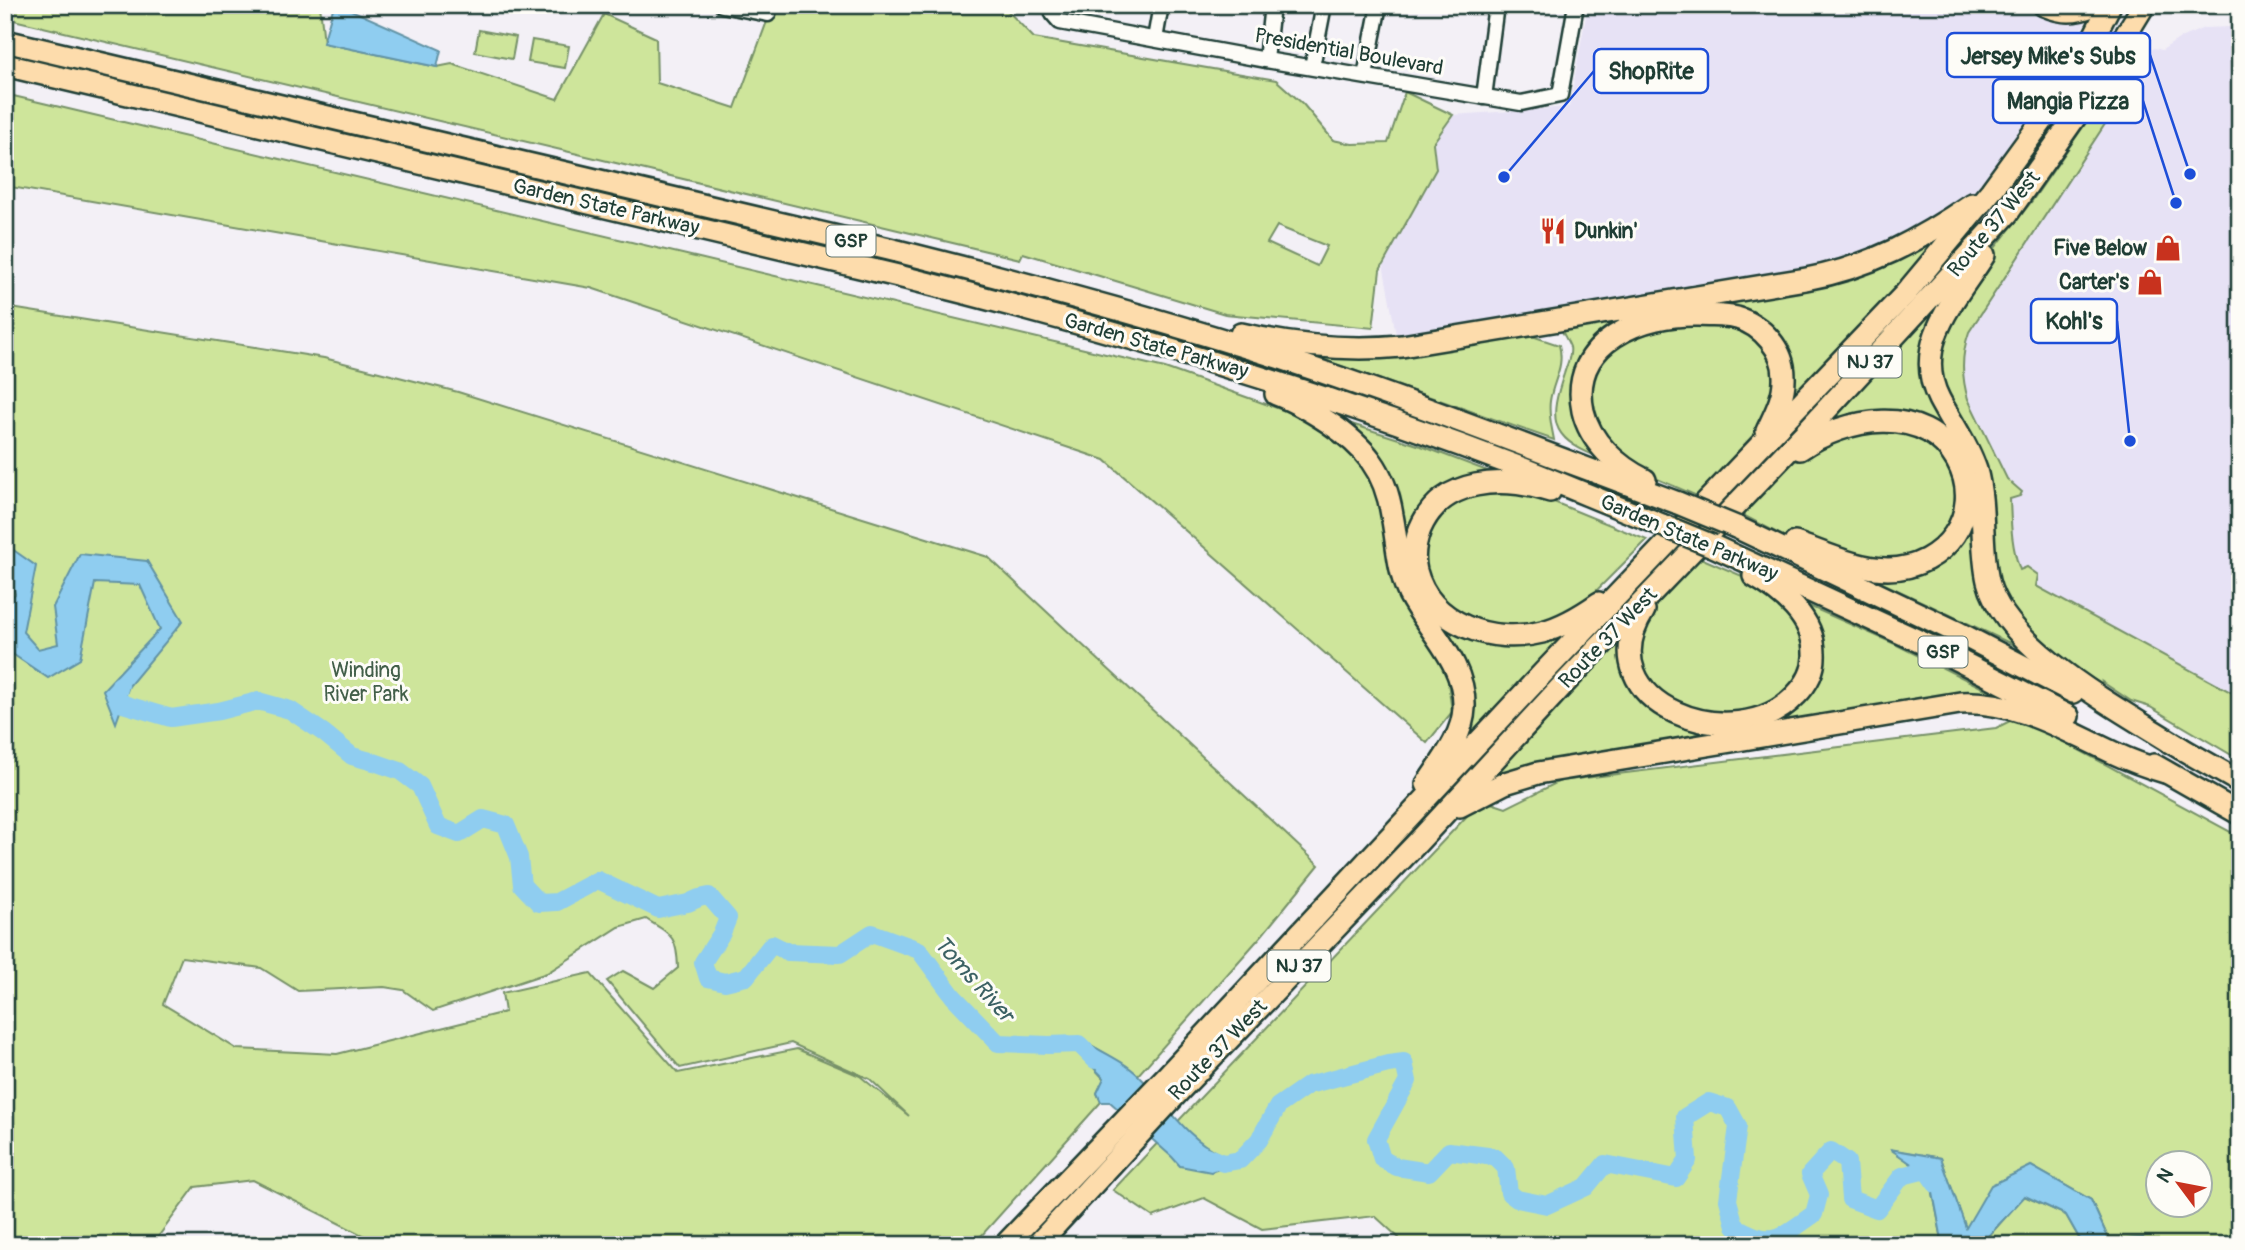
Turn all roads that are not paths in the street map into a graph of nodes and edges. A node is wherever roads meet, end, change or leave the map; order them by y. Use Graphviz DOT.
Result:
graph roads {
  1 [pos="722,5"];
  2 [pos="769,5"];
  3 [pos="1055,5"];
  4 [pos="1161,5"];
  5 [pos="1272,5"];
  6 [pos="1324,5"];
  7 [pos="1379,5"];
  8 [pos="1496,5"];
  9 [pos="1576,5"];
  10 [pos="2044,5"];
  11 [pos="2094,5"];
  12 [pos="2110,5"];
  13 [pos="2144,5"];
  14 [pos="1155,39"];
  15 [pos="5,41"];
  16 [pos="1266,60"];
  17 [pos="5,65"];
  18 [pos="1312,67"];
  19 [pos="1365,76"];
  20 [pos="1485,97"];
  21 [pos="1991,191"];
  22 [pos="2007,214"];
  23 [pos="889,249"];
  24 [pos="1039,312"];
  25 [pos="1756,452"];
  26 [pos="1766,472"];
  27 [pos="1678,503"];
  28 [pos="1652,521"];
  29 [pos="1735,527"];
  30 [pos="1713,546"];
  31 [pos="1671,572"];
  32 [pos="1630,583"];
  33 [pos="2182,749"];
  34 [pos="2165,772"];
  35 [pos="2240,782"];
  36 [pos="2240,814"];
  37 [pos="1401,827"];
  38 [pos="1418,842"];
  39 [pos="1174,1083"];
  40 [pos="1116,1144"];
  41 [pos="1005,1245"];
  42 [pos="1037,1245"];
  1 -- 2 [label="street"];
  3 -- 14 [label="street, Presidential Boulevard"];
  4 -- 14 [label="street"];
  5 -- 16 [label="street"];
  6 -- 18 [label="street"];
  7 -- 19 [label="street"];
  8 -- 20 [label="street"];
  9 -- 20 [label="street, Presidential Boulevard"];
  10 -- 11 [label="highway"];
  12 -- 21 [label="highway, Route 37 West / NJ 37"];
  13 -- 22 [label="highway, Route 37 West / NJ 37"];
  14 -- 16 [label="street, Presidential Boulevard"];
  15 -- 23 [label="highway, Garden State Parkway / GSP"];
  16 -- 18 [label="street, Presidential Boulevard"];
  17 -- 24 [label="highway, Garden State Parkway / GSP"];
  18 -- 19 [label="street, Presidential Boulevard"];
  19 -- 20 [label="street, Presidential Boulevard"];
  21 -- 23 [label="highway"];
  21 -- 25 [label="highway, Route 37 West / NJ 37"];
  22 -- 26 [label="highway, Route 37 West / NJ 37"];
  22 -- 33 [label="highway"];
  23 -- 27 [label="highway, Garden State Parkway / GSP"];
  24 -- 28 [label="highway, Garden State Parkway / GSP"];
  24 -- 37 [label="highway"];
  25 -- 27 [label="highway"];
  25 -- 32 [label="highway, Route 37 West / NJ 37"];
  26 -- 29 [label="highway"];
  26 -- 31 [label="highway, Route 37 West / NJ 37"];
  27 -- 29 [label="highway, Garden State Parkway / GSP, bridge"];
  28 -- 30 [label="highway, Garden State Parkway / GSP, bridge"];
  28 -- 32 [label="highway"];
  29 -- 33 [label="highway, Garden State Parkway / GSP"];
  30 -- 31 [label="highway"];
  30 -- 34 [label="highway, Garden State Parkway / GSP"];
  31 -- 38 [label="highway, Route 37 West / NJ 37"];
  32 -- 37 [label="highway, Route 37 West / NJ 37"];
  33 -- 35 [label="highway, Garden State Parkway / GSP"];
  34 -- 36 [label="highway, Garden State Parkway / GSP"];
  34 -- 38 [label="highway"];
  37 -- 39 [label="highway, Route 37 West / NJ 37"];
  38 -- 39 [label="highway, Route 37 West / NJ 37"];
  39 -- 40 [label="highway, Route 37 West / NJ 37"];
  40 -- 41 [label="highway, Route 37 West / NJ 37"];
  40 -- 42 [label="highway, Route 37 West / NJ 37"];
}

:::::

## [Exercise]
Count the lines above that contain "State" and reply with the figure alone.

## [Solved problem]
10